Seoul, Hong Kong extend retreat; Tokyo cuts losses (Marketwatch)
Another spike in the yen and gloomy economic data in Japan overnight brought about a slump in Asian share prices. The Nikkei fell 2.5%, while the Hang Seng dropped 3.6%, to its lowest close since May; South Korea's Kospi ended 7.5% lower, with trading halted at one point in the day.
Foreclosure Filings Rose 71% in Third Quarter as Prices Fell (Bloomberg)
The title of this piece says it all, really: 765,558 homes either foreclosed, or were auctioned off in the last quarter. As with data from yesterday: no doubt about it, deeply recessionary.
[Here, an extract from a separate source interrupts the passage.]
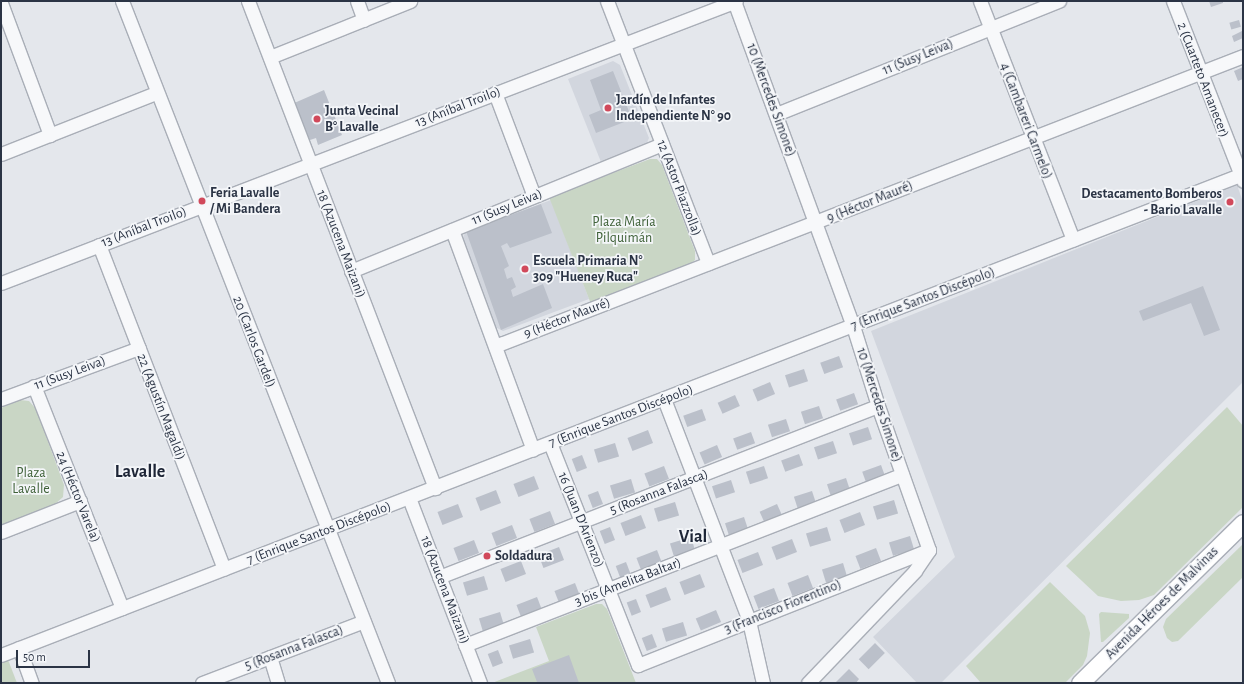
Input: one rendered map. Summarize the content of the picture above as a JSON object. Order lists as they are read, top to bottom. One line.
{"streets":{"main road":["Avenida Héroes de Malvinas"],"street":["11 (Susy Leiva)","2 (Cuarteto Amanecer)","10 (Mercedes Simone)","13 (Aníbal Troilo)","4 (Cambareri Carmelo)","12 (Astor Piazzolla)","9 (Héctor Mauré)","18 (Azucena Maizani)","7 (Enrique Santos Discépolo)","20 (Carlos Gardel)","22 (Agustín Magaldi)","5 (Rosanna Falasca)","24 (Héctor Varela)","16 (Juan D'Arienzo)","3 bis (Amelita Baltar)","3 (Francisco Fiorentino)"]},"crossings":[["11 (Susy Leiva)","10 (Mercedes Simone)"],["11 (Susy Leiva)","4 (Cambareri Carmelo)"],["11 (Susy Leiva)","12 (Astor Piazzolla)"],["11 (Susy Leiva)","18 (Azucena Maizani)"],["11 (Susy Leiva)","22 (Agustín Magaldi)"],["11 (Susy Leiva)","24 (Héctor Varela)"],["2 (Cuarteto Amanecer)","9 (Héctor Mauré)"],["2 (Cuarteto Amanecer)","7 (Enrique Santos Discépolo)"],["10 (Mercedes Simone)","13 (Aníbal Troilo)"],["10 (Mercedes Simone)","9 (Héctor Mauré)"],["10 (Mercedes Simone)","7 (Enrique Santos Discépolo)"],["10 (Mercedes Simone)","5 (Rosanna Falasca)"],["10 (Mercedes Simone)","3 bis (Amelita Baltar)"],["10 (Mercedes Simone)","3 (Francisco Fiorentino)"],["13 (Aníbal Troilo)","12 (Astor Piazzolla)"],["13 (Aníbal Troilo)","18 (Azucena Maizani)"],["13 (Aníbal Troilo)","20 (Carlos Gardel)"],["13 (Aníbal Troilo)","22 (Agustín Magaldi)"],["4 (Cambareri Carmelo)","9 (Héctor Mauré)"],["4 (Cambareri Carmelo)","7 (Enrique Santos Discépolo)"],["12 (Astor Piazzolla)","9 (Héctor Mauré)"],["18 (Azucena Maizani)","7 (Enrique Santos Discépolo)"],["18 (Azucena Maizani)","5 (Rosanna Falasca)"],["18 (Azucena Maizani)","3 bis (Amelita Baltar)"],["7 (Enrique Santos Discépolo)","20 (Carlos Gardel)"],["7 (Enrique Santos Discépolo)","22 (Agustín Magaldi)"],["7 (Enrique Santos Discépolo)","24 (Héctor Varela)"],["7 (Enrique Santos Discépolo)","16 (Juan D'Arienzo)"],["20 (Carlos Gardel)","5 (Rosanna Falasca)"],["5 (Rosanna Falasca)","16 (Juan D'Arienzo)"],["16 (Juan D'Arienzo)","3 bis (Amelita Baltar)"],["16 (Juan D'Arienzo)","3 (Francisco Fiorentino)"]],"districts":["Lavalle","Vial"],"parks":["Plaza María Pilquimán","Plaza Lavalle"],"places":["Jardín de Infantes Independiente N° 90","Junta Vecinal B° Lavalle","Feria Lavalle / Mi Bandera","Destacamento Bomberos - Bario Lavalle","Escuela Primaria N° 309 \"Hueney Ruca\"","Soldadura"],"scale_bar":"50 m"}
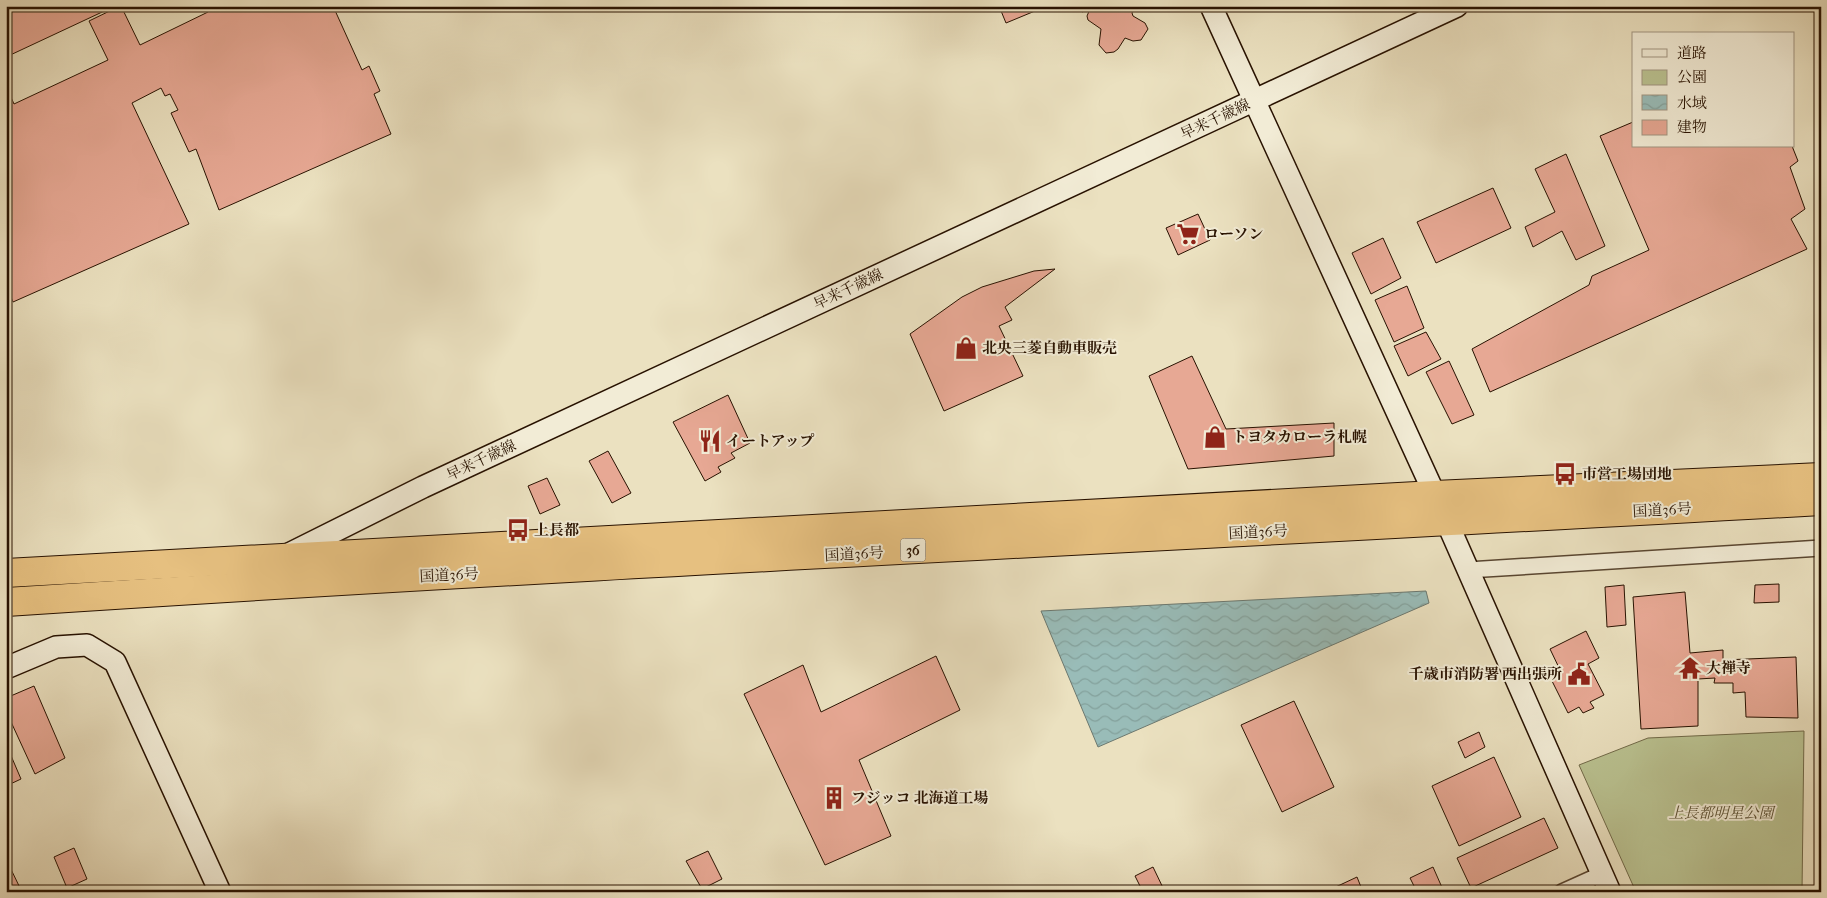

In addition, lots of people predicting a rise in foreclosures throughout the rest of the year.
OPEC Faces Worsening Oil Price Drop as Growth Slips (Bloomberg)
Bloomberg is reporting that OPEC's rumored 1 million barrel a day cut in production tomorrow at Vienna's meeting will fail to stem a freefall in oil prices ... right on the money: love it or hate it, oil is headed for $45 a barrel, where prices were the last time equities were at this level. The two will move in lockstep: just because the marginal cost of extraction has risen due to drilling in ever colder/more cumbersome climates, doensn't mean everyone will pay that price.
Sweden Cuts Key Rate by Half a Point, Hints at Further Easing (WSJ)
Swedish interest rates are now at 3.75% after another surprise rate cut overnight. Sweden, some will remember, is home to a number of big-ish hedge funds such as Latitude, which lost big time only three years ago, essentially because they said they were long/short funds, when instead they were global macro funds.
Credit Suisse makes $1.1 billion loss in 3Q (AP)
Revenue is also down by half from the same period last year, to around $2.66 billion. The statistics make for interesting reading: for instance, the bank saw $14.1 billion of withdrawals from its asset management division, but a $12.4 billion increase in its private banking business in the same period.
Even With the Selloff, Market Still Seeks Bottom (CNBC.com)
This is a fair selloff-in-review piece, with CNBC concluding that for all the amateur-hour bottom-spotting, a market base probably won't materialize until sometime early next year. Which is pretty much the same message I'm hearing from people on Wall Street every day. In Asia, everyone seems even more gloomy than over here even.